Quelle est la posologie de la lymécycline dans l’acné ?
La dose habituelle est de 300 mg/jour (1 gélule de Tetralysal® 300) le matin au repas, pendant 3 à 6 mois.

Peut-on s’exposer au soleil sous lymécycline ?
Non, la lymécycline est photosensibilisante. Utilisez un écran solaire SPF 50 pendant toute la durée du traitement.

Quels sont les effets secondaires de la lymécycline ?
Troubles digestifs (nausées, douleurs abdominales), photosensibilité et plus rarement candidoses. Signalez tout effet inhabituel à votre médecin.

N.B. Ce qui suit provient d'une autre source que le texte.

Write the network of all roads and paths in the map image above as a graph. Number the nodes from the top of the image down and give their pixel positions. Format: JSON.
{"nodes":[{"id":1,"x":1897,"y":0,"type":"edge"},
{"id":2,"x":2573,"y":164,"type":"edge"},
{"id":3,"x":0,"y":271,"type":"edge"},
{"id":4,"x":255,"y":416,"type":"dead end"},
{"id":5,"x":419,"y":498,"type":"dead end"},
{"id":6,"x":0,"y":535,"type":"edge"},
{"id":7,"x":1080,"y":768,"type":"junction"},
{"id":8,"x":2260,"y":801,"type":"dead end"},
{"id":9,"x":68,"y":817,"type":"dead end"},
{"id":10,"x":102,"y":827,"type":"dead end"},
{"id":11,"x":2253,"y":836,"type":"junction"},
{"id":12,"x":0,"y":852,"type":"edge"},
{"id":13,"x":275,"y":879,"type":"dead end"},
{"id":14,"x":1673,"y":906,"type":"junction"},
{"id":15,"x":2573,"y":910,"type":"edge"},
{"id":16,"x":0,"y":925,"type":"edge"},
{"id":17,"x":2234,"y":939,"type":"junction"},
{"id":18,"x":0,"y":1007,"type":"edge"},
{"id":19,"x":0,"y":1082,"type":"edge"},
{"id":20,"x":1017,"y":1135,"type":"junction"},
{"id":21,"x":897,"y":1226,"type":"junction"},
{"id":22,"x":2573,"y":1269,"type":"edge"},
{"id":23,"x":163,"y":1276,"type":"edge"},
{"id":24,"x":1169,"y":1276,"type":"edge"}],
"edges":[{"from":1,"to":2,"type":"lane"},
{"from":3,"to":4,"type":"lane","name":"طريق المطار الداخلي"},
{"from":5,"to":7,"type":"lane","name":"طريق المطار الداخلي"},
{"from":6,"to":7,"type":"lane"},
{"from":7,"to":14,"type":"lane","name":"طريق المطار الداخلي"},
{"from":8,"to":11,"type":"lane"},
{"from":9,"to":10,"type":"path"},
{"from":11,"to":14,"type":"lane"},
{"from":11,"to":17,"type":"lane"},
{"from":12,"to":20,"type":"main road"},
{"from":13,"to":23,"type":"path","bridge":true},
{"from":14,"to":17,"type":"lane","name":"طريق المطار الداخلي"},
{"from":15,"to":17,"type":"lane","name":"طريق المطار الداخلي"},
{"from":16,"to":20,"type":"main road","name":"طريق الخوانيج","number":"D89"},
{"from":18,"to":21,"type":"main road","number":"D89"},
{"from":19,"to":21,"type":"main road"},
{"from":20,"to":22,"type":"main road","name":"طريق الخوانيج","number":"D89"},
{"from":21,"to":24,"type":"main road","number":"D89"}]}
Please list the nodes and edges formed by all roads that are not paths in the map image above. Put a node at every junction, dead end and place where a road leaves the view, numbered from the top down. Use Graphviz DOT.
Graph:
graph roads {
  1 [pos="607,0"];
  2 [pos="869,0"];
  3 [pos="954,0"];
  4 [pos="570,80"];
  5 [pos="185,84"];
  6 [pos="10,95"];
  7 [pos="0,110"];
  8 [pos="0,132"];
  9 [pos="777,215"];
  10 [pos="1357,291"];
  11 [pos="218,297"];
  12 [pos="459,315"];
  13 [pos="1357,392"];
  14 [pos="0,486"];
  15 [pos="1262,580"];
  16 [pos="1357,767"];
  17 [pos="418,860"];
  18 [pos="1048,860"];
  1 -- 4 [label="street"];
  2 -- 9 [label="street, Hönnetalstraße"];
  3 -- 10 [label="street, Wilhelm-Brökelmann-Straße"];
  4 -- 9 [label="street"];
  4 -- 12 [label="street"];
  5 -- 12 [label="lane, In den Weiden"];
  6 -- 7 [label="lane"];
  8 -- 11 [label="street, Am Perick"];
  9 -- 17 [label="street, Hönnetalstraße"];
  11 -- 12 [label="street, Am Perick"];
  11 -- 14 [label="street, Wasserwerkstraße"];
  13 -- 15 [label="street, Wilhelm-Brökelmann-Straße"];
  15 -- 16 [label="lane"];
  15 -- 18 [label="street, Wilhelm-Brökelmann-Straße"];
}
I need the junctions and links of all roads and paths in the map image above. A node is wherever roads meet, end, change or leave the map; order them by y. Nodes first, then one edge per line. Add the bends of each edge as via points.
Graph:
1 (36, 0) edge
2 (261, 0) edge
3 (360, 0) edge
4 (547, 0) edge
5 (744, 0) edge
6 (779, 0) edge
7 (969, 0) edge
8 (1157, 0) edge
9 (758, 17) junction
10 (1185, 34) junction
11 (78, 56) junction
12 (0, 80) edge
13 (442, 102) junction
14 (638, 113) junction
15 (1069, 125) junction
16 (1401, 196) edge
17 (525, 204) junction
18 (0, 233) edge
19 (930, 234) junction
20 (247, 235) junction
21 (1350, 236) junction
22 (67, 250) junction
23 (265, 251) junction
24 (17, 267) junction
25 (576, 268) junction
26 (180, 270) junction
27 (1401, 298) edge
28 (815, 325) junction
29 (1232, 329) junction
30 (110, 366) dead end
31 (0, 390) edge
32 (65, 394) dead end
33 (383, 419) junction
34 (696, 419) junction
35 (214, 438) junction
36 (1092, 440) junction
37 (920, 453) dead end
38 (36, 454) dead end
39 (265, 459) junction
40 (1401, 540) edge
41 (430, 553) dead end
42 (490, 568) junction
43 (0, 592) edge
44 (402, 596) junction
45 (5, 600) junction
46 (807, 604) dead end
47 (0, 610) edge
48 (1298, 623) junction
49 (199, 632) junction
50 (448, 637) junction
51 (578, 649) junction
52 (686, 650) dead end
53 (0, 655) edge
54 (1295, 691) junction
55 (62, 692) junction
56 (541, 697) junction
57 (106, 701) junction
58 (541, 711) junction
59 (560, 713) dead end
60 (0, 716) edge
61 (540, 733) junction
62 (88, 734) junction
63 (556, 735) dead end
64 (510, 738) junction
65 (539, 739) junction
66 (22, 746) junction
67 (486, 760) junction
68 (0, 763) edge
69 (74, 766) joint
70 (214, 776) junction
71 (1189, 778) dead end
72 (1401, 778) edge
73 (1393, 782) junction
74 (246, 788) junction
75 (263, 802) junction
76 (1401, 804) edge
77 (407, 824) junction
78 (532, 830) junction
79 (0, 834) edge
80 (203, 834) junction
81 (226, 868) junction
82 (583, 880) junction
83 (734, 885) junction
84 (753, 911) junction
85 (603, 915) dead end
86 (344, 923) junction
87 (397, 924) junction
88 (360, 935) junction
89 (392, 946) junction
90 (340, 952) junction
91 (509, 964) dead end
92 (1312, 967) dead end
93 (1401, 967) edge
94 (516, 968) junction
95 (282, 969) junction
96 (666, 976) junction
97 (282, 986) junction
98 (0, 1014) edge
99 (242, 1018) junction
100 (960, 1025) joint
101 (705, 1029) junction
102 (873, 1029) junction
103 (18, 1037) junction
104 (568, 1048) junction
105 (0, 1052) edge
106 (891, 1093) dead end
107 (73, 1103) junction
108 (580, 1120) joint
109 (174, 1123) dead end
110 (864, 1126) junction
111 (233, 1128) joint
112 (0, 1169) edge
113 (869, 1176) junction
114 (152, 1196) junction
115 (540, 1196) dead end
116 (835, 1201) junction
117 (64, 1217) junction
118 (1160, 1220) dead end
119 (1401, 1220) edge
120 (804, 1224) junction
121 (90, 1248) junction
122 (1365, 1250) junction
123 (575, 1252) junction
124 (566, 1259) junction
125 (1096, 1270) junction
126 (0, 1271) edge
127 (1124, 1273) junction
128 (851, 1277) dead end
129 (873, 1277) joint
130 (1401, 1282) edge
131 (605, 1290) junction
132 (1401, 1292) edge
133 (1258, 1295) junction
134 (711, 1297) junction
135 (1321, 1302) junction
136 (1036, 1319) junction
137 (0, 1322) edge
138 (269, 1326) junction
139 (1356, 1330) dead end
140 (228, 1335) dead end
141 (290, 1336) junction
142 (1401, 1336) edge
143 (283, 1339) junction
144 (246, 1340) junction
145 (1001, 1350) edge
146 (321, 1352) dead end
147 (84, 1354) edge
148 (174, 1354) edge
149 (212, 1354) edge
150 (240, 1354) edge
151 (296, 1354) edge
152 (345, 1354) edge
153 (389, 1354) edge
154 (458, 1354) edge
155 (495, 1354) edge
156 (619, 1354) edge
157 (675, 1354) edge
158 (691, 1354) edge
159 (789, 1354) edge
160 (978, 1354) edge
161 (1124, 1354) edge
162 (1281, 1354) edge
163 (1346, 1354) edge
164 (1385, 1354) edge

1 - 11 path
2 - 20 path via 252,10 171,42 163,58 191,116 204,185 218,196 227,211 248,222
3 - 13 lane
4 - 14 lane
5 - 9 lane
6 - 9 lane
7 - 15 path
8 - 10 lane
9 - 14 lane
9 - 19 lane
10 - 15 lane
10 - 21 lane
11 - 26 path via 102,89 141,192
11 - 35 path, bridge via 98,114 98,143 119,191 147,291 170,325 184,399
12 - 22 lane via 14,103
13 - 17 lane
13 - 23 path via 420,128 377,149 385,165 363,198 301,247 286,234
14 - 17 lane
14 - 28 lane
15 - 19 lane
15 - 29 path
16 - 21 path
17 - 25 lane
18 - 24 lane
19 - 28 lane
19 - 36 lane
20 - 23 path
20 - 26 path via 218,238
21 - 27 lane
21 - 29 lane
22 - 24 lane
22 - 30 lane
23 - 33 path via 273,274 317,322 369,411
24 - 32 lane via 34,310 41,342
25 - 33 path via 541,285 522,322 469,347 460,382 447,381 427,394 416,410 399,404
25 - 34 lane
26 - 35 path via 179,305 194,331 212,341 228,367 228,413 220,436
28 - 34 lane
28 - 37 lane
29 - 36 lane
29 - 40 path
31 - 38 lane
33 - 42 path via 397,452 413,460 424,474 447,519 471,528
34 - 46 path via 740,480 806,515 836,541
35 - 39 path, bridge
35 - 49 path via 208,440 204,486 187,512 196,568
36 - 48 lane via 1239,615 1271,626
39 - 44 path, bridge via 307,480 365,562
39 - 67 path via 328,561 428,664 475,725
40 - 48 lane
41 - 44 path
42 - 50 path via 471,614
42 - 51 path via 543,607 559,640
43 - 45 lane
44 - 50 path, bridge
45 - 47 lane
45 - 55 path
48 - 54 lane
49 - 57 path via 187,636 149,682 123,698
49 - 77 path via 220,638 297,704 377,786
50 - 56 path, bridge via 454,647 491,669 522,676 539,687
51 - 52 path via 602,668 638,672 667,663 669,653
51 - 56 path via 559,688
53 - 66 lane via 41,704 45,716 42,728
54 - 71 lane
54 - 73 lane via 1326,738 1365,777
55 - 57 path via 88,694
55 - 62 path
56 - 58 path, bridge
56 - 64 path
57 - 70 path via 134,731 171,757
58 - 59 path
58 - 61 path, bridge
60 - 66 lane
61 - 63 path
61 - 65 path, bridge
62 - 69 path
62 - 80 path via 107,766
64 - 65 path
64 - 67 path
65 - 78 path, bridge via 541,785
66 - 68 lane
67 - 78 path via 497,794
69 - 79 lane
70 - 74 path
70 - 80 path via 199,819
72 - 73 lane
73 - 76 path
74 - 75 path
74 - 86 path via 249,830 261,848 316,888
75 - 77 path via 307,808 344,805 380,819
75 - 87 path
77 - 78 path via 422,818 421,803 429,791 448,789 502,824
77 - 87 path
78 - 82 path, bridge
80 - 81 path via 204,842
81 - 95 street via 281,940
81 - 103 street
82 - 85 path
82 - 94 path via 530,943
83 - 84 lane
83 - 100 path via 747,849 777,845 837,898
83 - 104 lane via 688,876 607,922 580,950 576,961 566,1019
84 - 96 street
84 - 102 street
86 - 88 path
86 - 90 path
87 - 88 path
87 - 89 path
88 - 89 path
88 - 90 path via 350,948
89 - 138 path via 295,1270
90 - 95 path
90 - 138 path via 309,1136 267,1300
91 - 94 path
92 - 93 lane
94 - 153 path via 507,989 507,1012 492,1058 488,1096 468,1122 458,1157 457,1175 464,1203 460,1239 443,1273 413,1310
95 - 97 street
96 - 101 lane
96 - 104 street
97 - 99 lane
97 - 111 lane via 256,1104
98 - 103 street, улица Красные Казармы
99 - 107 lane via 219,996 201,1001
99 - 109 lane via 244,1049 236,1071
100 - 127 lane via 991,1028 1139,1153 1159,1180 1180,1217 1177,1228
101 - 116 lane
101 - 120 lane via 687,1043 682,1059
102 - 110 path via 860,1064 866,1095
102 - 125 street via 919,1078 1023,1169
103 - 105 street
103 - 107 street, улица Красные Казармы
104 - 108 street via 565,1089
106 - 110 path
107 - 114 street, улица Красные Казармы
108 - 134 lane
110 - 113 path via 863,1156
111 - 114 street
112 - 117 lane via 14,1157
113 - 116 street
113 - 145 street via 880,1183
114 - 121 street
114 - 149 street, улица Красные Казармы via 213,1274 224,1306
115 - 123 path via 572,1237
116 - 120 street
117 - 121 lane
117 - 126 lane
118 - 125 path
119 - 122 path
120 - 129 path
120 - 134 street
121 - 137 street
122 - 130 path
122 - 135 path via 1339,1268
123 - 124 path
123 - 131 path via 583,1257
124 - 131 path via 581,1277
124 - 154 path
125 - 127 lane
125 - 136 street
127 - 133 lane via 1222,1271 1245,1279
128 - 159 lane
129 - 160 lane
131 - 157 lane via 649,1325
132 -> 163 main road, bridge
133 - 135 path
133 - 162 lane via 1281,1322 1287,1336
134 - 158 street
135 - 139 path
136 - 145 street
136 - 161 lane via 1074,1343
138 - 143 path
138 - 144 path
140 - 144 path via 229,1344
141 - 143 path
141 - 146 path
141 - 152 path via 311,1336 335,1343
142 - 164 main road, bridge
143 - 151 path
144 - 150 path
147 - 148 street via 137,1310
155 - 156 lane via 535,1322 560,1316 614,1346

Peut-on prendre la lymécycline pendant la grossesse ?
Non. La lymécycline est contre-indiquée durant la grossesse et l’allaitement car les cyclines peuvent nuire au développement du fœtus.

Références

  • Zaenglein AL et al. Guidelines of care for the management of acne vulgaris. J Am Acad Dermatol. 2016. PMID 26897386
  • Skidmore R et al. Effects of subantimicrobial-dose doxycycline in the treatment of moderate acne. Arch Dermatol. 2003. PMID 12873885
  • Haider A, Shaw JC. Treatment of acne vulgaris. JAMA. 2004. PMID 15249572
  • HAS. Acné : recommandations de bonnes pratiques. has-santé.fr, 2015.